Records from a dataset
+===+

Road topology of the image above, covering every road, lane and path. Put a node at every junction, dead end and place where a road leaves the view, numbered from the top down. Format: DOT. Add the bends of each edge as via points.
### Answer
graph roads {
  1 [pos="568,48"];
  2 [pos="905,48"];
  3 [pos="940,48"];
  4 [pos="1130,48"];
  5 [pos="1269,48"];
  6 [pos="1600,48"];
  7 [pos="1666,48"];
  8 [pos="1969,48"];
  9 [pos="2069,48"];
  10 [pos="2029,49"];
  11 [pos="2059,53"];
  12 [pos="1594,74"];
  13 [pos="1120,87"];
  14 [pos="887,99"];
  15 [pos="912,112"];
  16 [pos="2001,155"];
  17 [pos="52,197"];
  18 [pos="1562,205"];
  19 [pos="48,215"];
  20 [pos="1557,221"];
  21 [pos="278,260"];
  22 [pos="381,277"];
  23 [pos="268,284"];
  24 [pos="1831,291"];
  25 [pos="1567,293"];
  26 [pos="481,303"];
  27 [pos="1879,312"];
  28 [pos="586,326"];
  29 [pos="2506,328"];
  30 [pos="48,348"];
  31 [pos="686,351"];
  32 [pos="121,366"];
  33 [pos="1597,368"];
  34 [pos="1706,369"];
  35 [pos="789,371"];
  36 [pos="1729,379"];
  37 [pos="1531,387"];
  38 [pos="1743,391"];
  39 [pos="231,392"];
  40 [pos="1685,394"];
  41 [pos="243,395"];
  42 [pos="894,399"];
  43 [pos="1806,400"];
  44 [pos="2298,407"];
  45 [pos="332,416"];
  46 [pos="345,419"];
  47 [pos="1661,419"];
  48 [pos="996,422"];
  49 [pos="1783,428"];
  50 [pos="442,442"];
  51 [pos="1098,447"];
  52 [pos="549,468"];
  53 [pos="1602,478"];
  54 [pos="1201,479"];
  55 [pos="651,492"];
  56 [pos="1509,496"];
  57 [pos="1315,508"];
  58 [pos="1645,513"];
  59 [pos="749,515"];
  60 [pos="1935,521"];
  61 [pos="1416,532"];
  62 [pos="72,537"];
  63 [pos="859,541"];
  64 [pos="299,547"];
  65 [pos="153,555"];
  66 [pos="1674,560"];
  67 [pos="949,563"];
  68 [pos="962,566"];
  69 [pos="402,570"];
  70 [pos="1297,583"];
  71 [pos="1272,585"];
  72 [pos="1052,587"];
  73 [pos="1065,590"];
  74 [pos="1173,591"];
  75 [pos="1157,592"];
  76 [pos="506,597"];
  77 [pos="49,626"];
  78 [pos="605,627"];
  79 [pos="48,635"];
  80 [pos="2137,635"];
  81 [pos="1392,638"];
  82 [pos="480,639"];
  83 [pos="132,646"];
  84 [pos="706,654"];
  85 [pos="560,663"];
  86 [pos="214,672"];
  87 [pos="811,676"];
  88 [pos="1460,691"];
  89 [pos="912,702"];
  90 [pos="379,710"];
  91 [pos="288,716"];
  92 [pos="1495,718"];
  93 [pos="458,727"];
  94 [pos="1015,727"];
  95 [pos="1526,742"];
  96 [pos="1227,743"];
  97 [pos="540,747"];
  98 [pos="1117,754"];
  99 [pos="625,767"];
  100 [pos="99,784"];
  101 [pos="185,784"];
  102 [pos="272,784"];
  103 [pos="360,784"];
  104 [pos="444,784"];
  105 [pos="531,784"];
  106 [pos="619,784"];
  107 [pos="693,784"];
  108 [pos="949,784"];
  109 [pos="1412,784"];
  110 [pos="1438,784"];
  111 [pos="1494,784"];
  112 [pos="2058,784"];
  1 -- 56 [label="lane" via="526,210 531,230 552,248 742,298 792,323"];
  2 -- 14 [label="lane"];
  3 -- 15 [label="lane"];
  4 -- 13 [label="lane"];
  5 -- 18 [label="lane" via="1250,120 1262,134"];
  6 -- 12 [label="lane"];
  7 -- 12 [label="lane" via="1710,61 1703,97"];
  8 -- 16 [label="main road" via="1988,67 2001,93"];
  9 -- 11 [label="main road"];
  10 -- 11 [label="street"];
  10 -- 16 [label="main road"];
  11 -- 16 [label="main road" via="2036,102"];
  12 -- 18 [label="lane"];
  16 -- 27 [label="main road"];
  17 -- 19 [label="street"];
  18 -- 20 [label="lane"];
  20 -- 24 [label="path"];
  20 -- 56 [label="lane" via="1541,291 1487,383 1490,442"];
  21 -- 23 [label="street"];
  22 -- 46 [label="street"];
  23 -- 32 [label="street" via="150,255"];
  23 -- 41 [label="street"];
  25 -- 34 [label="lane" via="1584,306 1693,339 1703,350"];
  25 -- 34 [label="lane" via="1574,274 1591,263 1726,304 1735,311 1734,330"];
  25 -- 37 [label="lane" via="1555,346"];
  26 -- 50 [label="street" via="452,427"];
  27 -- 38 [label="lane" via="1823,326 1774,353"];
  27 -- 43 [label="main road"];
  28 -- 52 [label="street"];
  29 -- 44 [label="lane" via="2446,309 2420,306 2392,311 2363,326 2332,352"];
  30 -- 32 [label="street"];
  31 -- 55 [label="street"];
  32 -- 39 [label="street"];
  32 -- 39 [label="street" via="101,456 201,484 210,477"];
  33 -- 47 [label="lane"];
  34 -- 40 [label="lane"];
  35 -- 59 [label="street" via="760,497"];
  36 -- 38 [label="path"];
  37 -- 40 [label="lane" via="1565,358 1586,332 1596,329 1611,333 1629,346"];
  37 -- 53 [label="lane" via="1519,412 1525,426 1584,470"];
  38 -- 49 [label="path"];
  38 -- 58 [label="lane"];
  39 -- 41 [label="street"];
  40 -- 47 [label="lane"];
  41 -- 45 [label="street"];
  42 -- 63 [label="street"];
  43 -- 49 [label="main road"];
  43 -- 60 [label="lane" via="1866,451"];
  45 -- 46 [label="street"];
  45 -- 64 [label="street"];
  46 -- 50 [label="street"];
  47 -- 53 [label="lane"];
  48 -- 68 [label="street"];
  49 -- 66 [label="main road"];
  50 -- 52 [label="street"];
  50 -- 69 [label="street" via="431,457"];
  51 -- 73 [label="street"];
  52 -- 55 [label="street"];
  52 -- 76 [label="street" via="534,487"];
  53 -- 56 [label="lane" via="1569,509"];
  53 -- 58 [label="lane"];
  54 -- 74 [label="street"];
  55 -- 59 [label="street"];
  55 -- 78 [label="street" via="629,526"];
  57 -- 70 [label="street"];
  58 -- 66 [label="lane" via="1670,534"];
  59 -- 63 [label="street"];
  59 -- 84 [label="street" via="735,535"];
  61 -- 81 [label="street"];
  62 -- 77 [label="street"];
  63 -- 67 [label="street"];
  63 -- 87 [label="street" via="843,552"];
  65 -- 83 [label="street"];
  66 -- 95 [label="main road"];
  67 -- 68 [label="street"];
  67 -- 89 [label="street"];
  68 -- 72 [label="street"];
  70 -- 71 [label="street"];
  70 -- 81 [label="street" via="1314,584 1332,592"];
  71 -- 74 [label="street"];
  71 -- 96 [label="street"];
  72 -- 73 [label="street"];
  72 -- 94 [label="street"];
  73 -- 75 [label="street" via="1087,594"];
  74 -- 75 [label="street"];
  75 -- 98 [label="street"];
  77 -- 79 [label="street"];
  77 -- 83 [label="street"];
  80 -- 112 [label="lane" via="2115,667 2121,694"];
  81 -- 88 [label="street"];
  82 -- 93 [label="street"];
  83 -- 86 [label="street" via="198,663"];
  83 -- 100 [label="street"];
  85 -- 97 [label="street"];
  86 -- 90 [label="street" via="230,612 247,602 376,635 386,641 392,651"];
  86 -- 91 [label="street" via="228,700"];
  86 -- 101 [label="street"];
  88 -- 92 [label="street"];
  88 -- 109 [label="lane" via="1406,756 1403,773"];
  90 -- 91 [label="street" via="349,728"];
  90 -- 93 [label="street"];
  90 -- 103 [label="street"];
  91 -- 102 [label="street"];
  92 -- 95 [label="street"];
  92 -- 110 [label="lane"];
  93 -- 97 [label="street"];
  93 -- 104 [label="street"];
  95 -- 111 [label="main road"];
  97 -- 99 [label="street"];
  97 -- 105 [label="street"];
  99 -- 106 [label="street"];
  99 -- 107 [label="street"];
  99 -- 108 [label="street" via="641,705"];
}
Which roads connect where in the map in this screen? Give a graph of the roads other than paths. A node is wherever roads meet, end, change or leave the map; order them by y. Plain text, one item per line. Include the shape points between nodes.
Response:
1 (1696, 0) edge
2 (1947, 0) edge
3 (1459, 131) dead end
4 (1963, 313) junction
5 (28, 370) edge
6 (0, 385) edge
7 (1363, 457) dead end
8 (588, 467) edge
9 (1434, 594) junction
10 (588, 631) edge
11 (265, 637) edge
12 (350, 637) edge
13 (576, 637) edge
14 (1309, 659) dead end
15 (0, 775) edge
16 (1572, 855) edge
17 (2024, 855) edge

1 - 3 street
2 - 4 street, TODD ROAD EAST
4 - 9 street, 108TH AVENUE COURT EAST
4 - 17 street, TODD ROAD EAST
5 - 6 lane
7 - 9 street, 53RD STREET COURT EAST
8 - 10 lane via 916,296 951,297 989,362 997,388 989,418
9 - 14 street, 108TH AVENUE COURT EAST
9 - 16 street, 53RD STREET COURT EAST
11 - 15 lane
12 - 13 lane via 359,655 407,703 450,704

+===+

Above are the records; report each line in them that includes the word "dead".

Road topology of the image above, covering every road, lane and path. Put a node at every junction, dead end and place where a road leaves the view, numbered from the top down. Format: DOT. Add the bends of each edge as via points.
3 (1459, 131) dead end
7 (1363, 457) dead end
14 (1309, 659) dead end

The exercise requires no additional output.